_What to produce_
Return, from the lines below, each one that includes the word "controls".

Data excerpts
━━━━━━━━━━━━━━━━

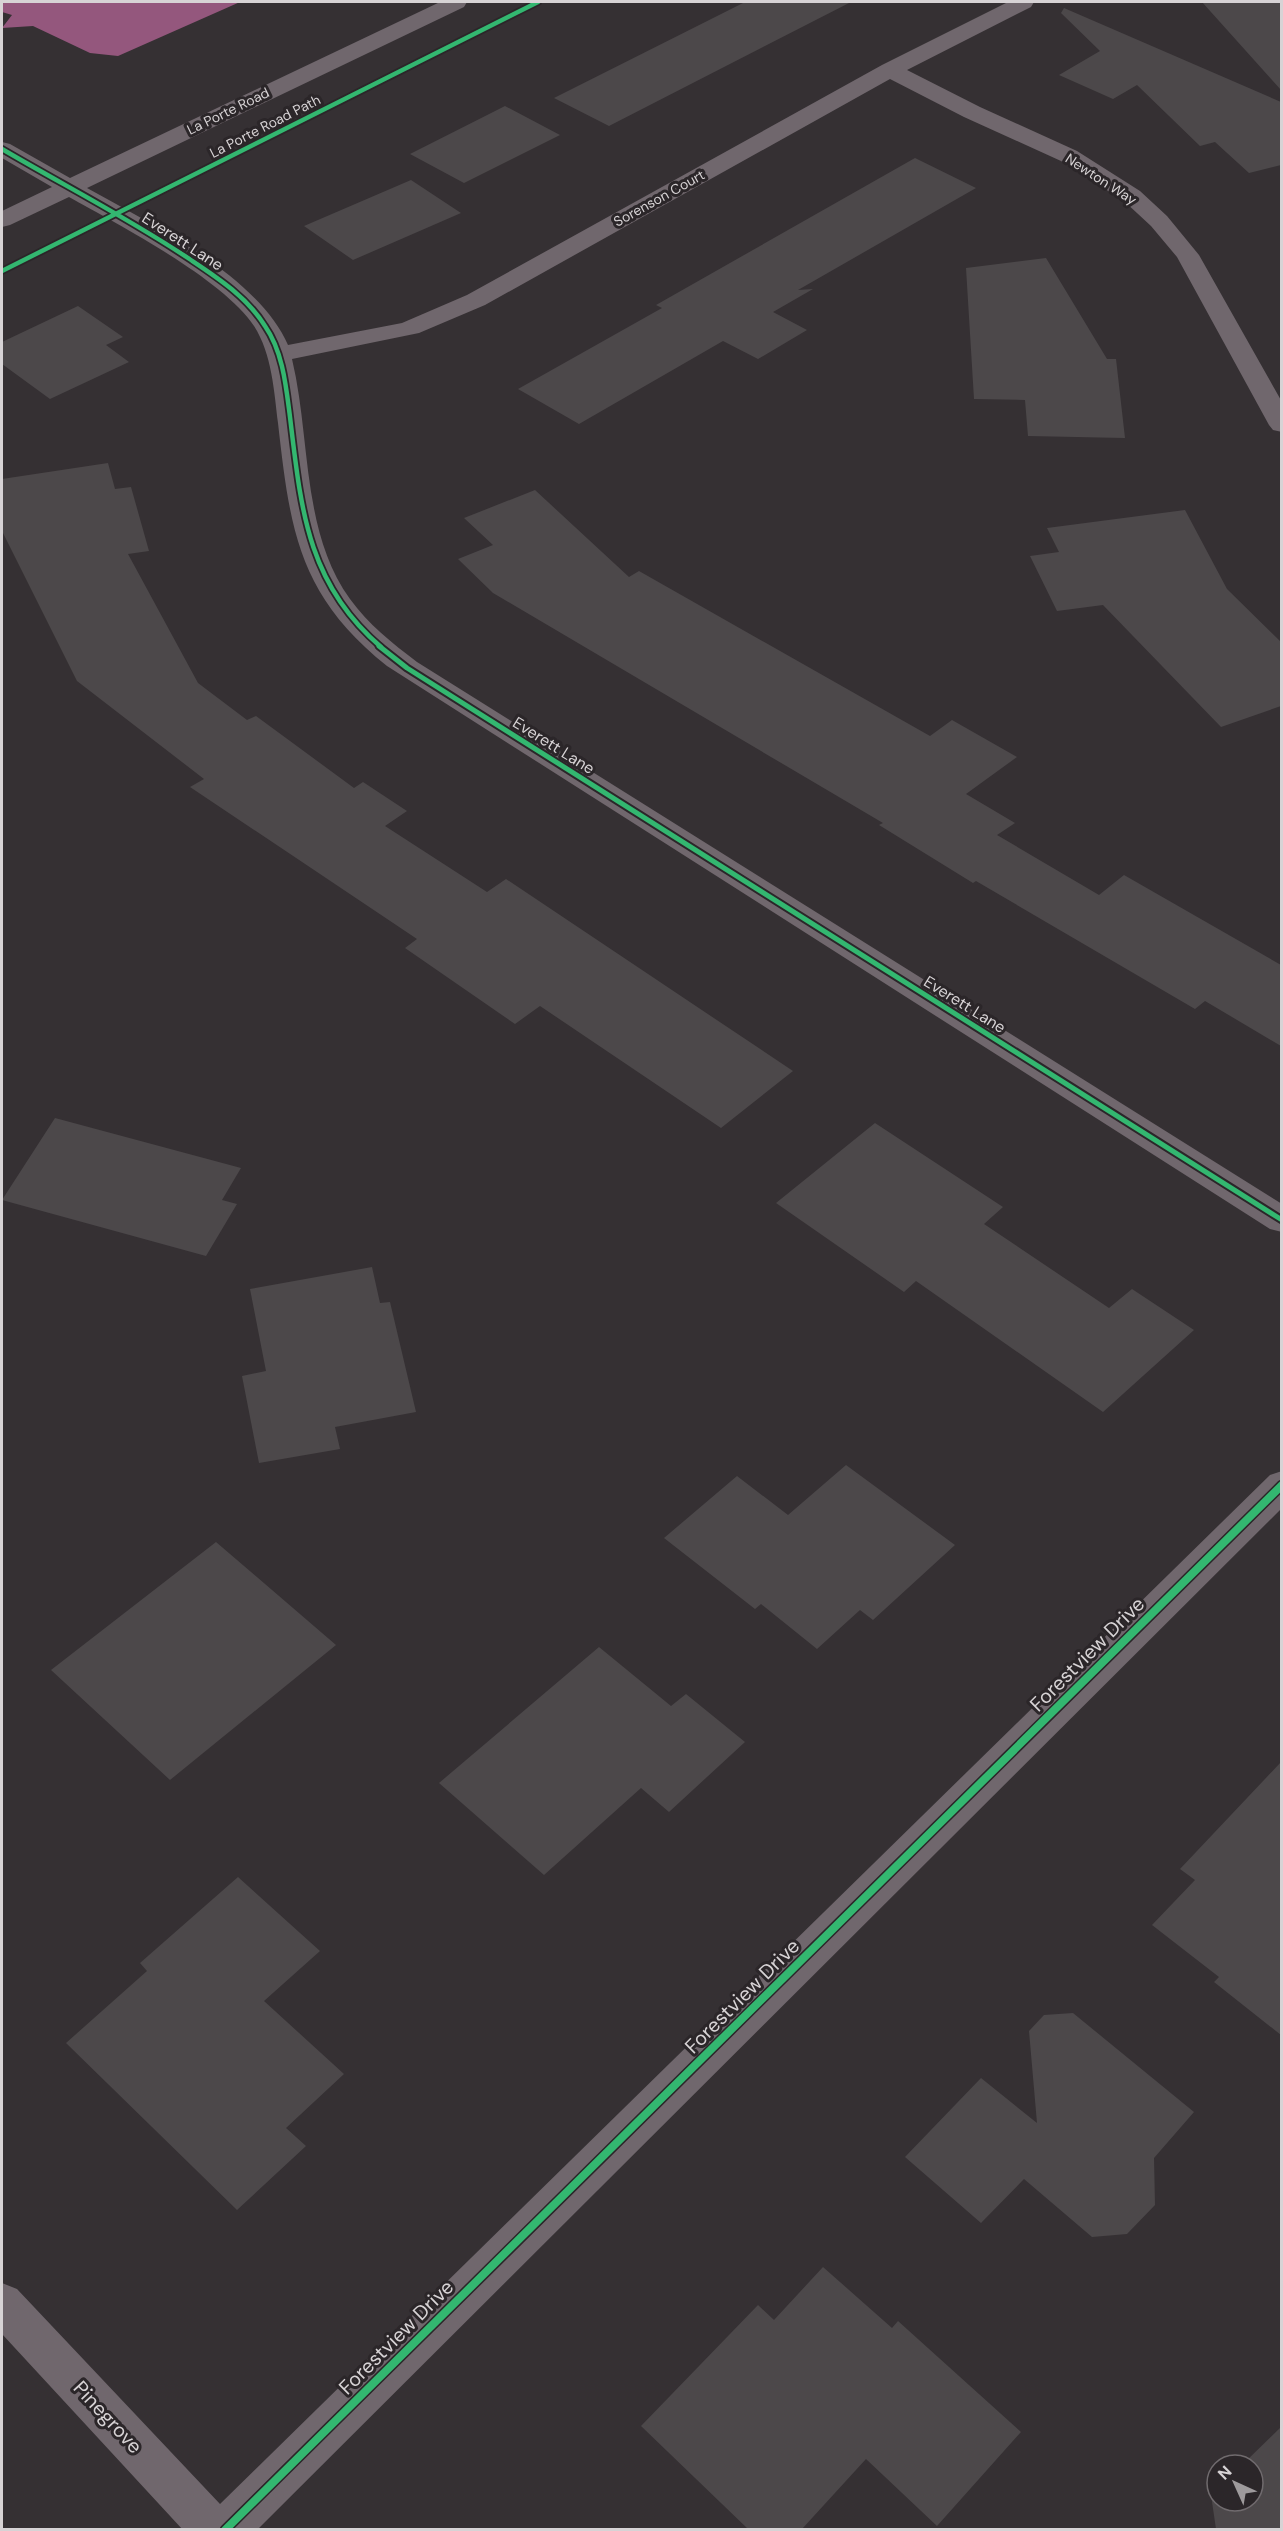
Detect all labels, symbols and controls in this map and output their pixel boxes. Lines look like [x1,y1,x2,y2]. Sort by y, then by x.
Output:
street label: La Porte Road [184,83,272,139]
street label: La Porte Road Path [207,90,323,162]
street label: Newton Way [1062,149,1140,209]
street label: Sorenson Court [610,166,708,230]
street label: Everett Lane [138,207,227,276]
street label: Everett Lane [509,712,599,779]
street label: Everett Lane [920,971,1010,1038]
street label: Forestview Drive [1024,1591,1150,1717]
street label: Forestview Drive [679,1933,805,2059]
street label: Forestview Drive [333,2274,459,2400]
street label: Pinegrove [68,2375,148,2459]
north arrow [1205,2453,1265,2513]
text: N [1213,2461,1236,2484]

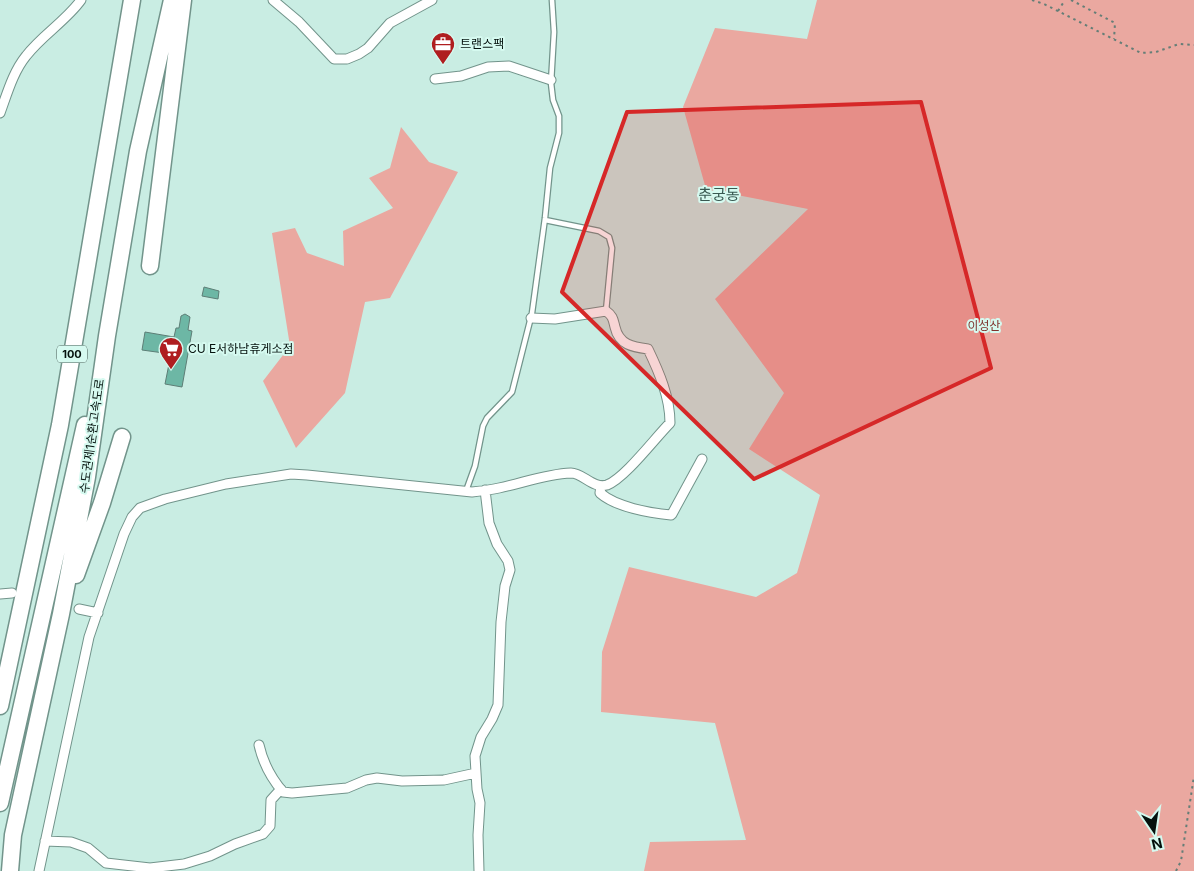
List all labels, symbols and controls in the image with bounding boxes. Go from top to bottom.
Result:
office icon: 트랜스팩 [430,31,456,65]
place label: 트랜스팩 [460,36,504,51]
district label: 춘궁동 [698,185,740,204]
park label: 이성산 [967,318,1001,333]
supermarket icon: CU E서하남휴게소점 [158,336,184,370]
place label: CU E서하남휴게소점 [188,341,294,356]
road number: 100 [57,346,87,362]
street label: 수도권제1순환고속도로 [76,378,107,494]
north arrow [1129,806,1179,856]
text: N [1150,835,1164,854]

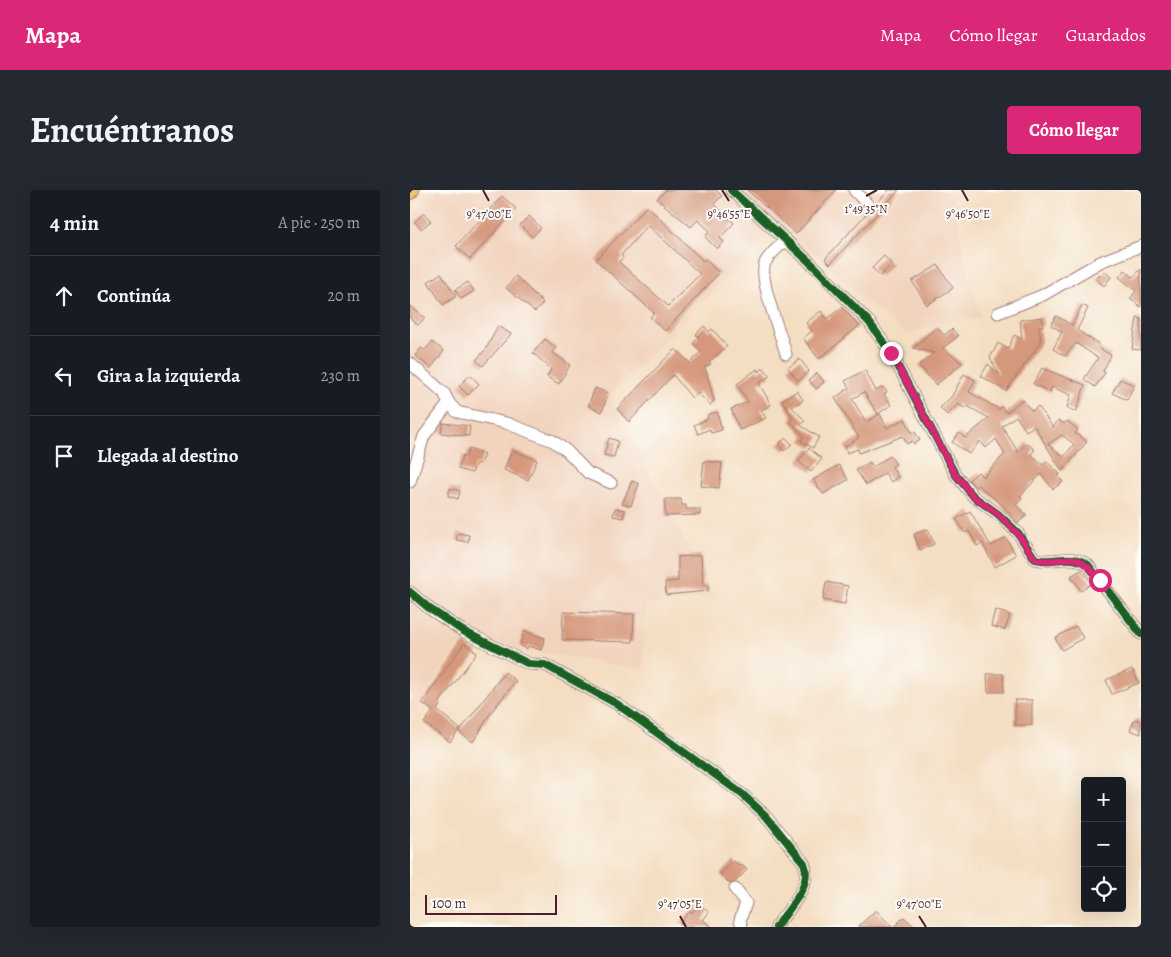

━━━━━━━━━━━━━━━━

_Exercise result_
Detect all labels, symbols and controls in this map and output their pixel boxes. Lines look like [x1,y1,x2,y2]. Sort by y, then by x.
List all labels, symbols and controls in the image with bounding boxes. Go from top to bottom.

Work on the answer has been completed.